**TASK TO CARRY OUT**
Go over the data and copy out each line with "links" in it.

**SUPPLIED DATA**
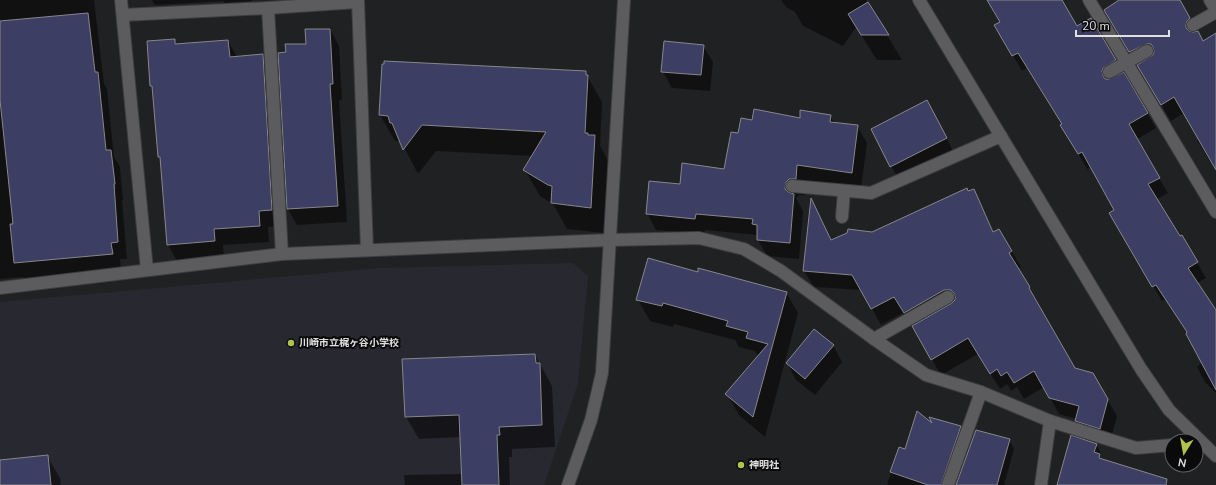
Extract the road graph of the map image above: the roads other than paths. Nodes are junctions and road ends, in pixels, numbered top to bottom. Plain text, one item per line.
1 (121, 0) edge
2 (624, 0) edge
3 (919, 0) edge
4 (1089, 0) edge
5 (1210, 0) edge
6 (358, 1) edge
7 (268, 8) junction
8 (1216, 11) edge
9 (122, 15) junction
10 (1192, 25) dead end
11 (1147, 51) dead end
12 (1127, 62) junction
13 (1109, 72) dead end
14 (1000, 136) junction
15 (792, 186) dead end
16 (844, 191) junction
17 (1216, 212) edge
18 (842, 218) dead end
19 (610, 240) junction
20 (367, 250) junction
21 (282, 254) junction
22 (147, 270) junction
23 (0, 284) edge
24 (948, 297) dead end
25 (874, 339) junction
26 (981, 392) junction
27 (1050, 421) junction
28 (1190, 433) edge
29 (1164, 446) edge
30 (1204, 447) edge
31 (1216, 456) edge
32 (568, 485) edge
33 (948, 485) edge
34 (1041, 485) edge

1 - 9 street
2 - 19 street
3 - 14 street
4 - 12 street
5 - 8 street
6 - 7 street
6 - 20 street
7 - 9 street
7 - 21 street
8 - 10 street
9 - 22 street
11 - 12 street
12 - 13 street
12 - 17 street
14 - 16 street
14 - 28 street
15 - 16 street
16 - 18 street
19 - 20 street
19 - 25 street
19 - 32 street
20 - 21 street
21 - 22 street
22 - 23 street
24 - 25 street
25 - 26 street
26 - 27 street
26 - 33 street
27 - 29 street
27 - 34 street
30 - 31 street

==

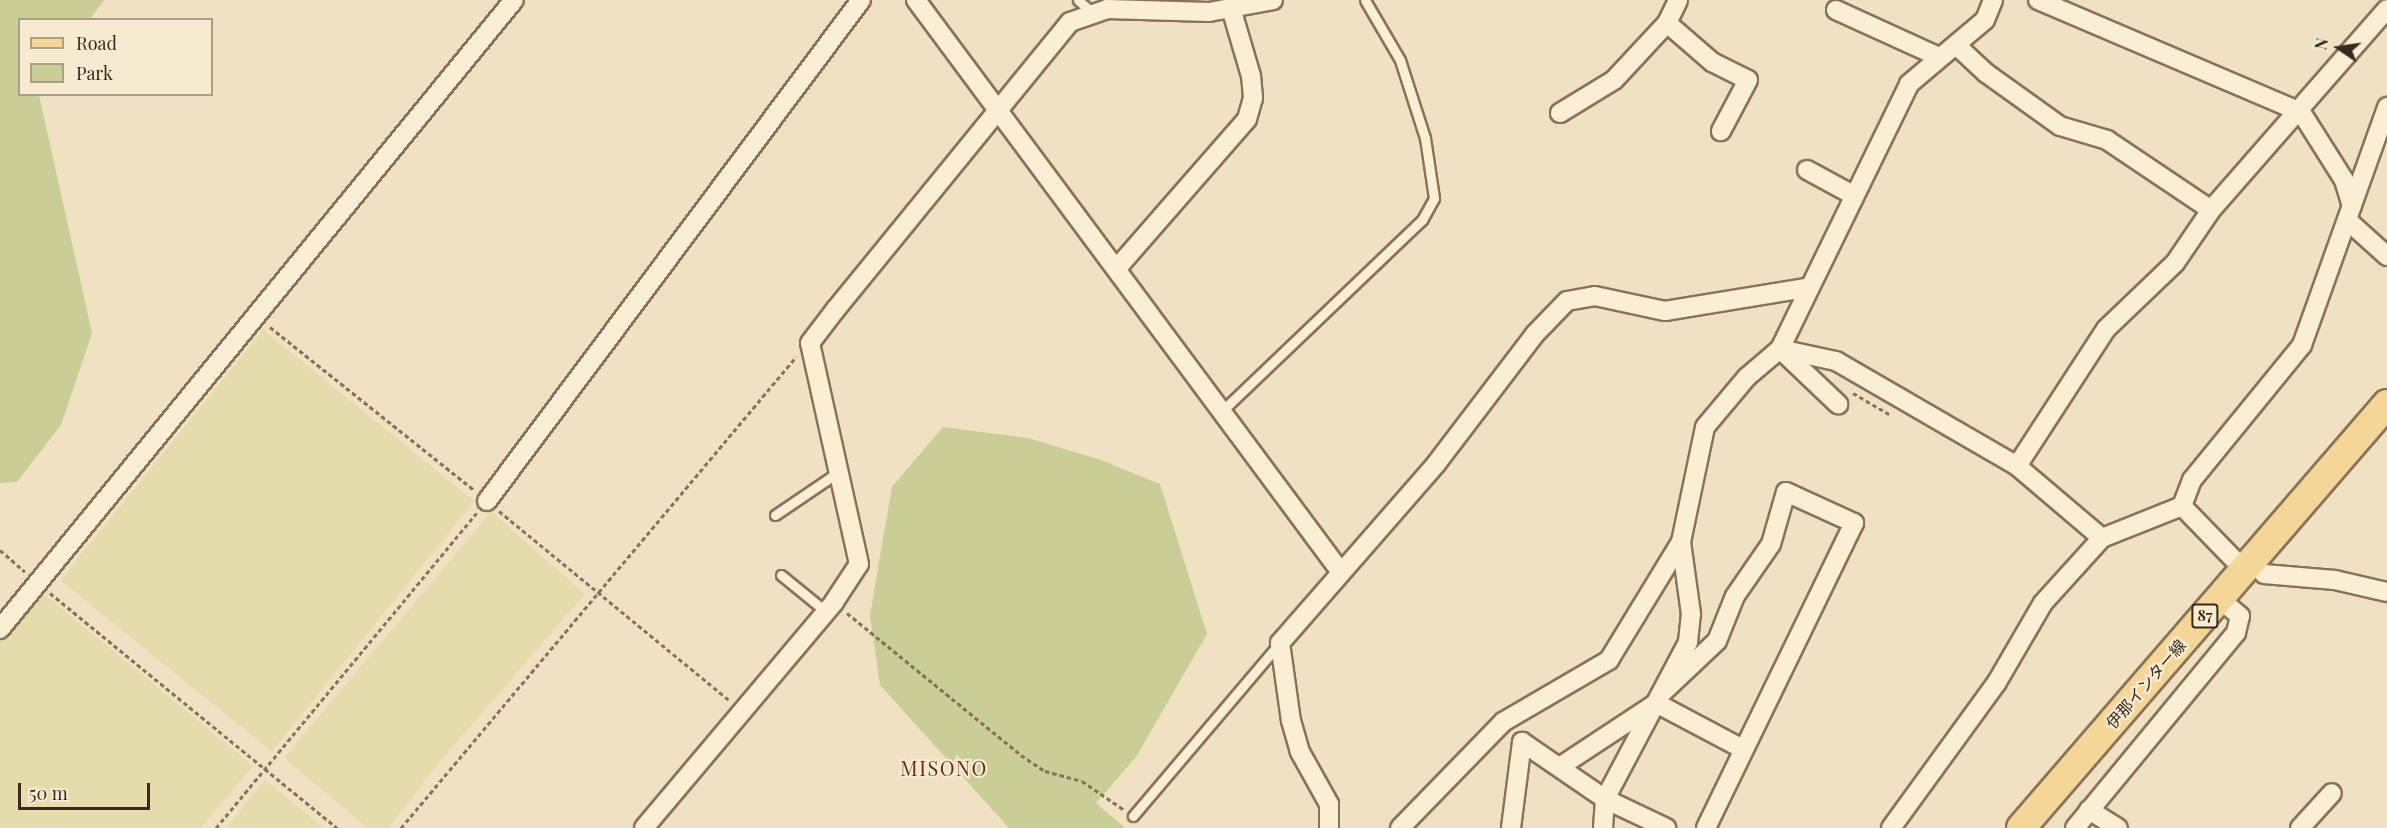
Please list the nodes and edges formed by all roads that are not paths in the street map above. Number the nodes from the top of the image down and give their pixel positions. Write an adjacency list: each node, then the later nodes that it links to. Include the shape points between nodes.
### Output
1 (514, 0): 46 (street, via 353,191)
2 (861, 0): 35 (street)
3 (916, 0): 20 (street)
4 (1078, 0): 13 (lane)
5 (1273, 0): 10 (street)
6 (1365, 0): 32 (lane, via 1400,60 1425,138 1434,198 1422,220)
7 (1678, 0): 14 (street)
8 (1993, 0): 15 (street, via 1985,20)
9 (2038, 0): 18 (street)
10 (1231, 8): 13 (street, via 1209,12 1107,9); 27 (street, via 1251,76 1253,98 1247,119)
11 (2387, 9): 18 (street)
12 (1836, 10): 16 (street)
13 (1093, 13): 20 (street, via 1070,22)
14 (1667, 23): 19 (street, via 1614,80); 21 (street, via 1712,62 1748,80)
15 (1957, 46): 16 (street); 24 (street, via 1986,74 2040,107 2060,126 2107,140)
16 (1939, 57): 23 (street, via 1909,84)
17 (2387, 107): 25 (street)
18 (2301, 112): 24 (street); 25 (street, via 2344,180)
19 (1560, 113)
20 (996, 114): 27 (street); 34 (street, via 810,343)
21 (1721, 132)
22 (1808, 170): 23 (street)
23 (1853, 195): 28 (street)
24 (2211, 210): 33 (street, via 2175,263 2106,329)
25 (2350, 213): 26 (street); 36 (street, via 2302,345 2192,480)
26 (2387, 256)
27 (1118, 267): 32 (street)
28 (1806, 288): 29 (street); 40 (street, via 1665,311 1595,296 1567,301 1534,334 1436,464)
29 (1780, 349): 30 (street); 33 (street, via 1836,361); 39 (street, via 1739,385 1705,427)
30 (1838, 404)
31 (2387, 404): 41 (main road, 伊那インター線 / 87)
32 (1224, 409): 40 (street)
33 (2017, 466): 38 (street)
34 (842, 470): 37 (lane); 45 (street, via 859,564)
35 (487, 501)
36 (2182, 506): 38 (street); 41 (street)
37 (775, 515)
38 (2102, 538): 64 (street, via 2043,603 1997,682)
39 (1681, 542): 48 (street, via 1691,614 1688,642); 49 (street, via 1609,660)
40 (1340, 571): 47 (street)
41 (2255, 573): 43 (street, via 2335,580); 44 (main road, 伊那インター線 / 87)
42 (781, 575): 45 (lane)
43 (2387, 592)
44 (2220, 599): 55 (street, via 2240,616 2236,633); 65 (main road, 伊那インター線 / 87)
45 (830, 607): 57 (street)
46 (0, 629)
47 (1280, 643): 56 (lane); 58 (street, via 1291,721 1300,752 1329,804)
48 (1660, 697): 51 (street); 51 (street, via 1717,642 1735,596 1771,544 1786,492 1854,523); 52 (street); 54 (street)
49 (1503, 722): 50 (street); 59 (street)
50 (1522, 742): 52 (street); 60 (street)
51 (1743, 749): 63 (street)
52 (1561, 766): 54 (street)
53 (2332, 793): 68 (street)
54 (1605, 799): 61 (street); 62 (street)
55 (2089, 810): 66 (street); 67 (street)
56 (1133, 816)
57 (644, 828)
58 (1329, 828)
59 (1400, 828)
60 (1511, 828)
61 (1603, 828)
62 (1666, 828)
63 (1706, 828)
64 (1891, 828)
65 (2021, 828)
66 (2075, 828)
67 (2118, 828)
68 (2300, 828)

...

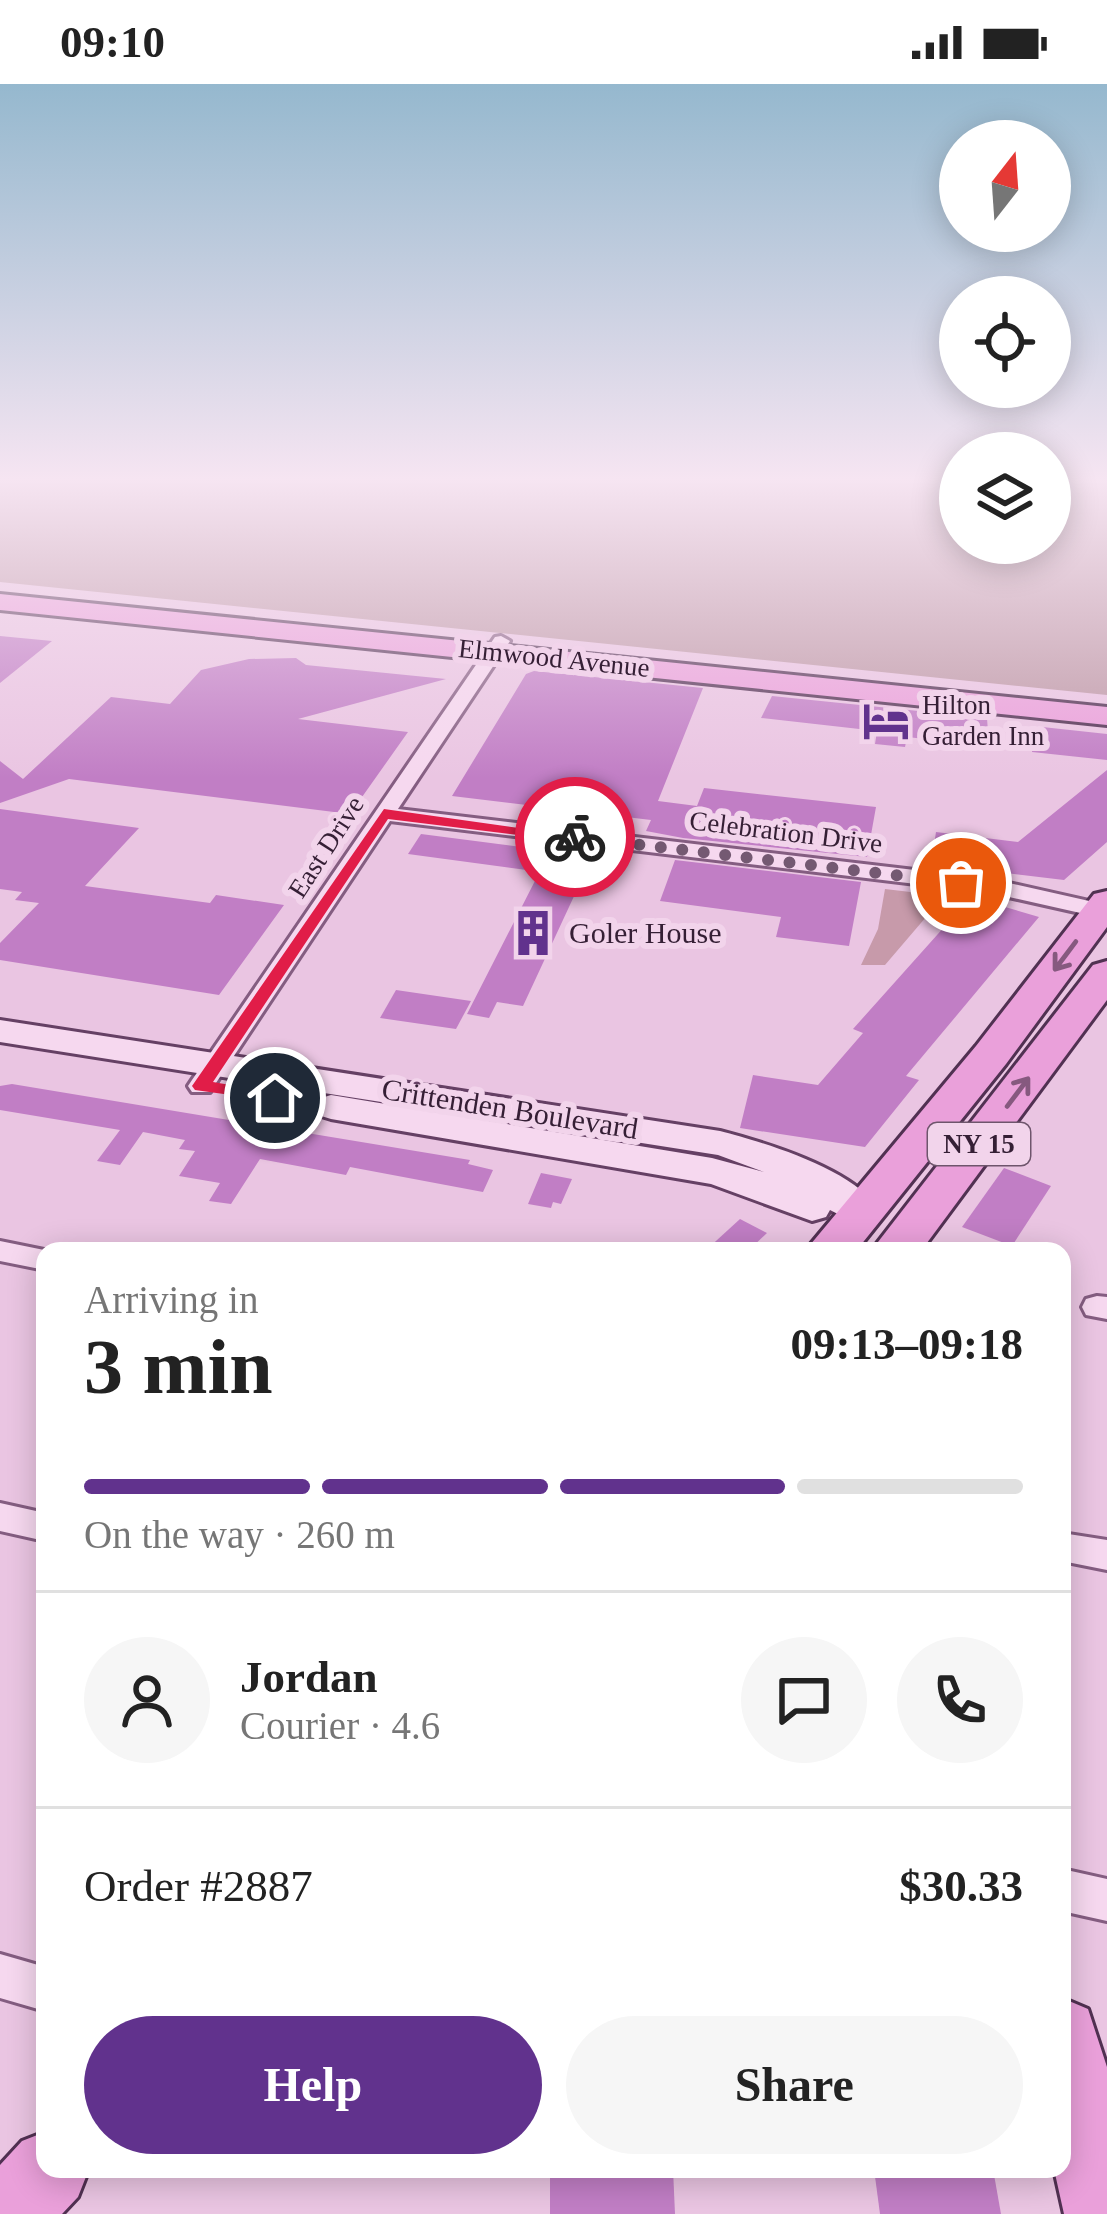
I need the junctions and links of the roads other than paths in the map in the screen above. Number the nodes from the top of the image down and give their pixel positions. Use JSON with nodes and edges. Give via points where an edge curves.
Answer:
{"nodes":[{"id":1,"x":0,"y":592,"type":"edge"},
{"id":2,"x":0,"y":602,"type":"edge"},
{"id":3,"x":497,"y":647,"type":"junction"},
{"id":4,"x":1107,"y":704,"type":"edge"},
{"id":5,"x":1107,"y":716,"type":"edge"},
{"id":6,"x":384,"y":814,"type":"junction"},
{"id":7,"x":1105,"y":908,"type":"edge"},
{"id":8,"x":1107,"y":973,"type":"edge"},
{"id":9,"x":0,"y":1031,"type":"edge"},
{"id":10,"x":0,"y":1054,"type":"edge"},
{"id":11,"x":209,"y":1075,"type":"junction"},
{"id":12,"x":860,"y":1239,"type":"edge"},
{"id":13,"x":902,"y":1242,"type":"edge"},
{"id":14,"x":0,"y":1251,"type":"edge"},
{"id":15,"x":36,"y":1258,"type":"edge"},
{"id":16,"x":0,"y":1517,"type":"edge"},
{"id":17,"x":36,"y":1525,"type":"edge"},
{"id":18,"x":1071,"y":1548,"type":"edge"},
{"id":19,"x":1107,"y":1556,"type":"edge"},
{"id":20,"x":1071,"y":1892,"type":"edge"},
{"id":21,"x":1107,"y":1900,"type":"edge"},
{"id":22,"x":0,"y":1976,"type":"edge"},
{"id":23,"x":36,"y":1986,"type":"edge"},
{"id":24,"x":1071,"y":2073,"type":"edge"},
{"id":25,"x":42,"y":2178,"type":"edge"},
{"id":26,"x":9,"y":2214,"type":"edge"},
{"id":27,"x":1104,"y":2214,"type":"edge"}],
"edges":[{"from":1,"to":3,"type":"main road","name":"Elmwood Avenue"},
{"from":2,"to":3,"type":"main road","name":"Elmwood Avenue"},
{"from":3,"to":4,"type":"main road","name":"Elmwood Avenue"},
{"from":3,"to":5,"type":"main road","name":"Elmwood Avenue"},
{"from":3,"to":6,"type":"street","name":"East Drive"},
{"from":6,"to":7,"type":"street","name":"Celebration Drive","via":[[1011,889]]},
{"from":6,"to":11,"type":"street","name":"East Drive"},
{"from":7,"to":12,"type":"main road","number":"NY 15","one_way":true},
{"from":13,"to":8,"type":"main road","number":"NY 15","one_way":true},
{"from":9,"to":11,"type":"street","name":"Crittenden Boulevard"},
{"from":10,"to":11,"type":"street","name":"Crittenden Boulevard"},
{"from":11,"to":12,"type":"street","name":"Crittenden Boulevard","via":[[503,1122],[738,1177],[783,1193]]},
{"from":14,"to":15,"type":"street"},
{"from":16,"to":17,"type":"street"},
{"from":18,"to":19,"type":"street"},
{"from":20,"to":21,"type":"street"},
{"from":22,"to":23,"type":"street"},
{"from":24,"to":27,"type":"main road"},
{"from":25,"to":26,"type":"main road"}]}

**ANSWER**
Please list the nodes and edges formed by all roads that are not paths in the street map above. Number the nodes from the top of the image down and give their pixel positions. Write an adjacency list: each node, then the later nodes that it links to. Include the shape points between nodes.
I need the junctions and links of the roads other than paths in the map in the screen above. Number the nodes from the top of the image down and give their pixel positions. Use JSON with nodes and edges. Give via points where an edge curves.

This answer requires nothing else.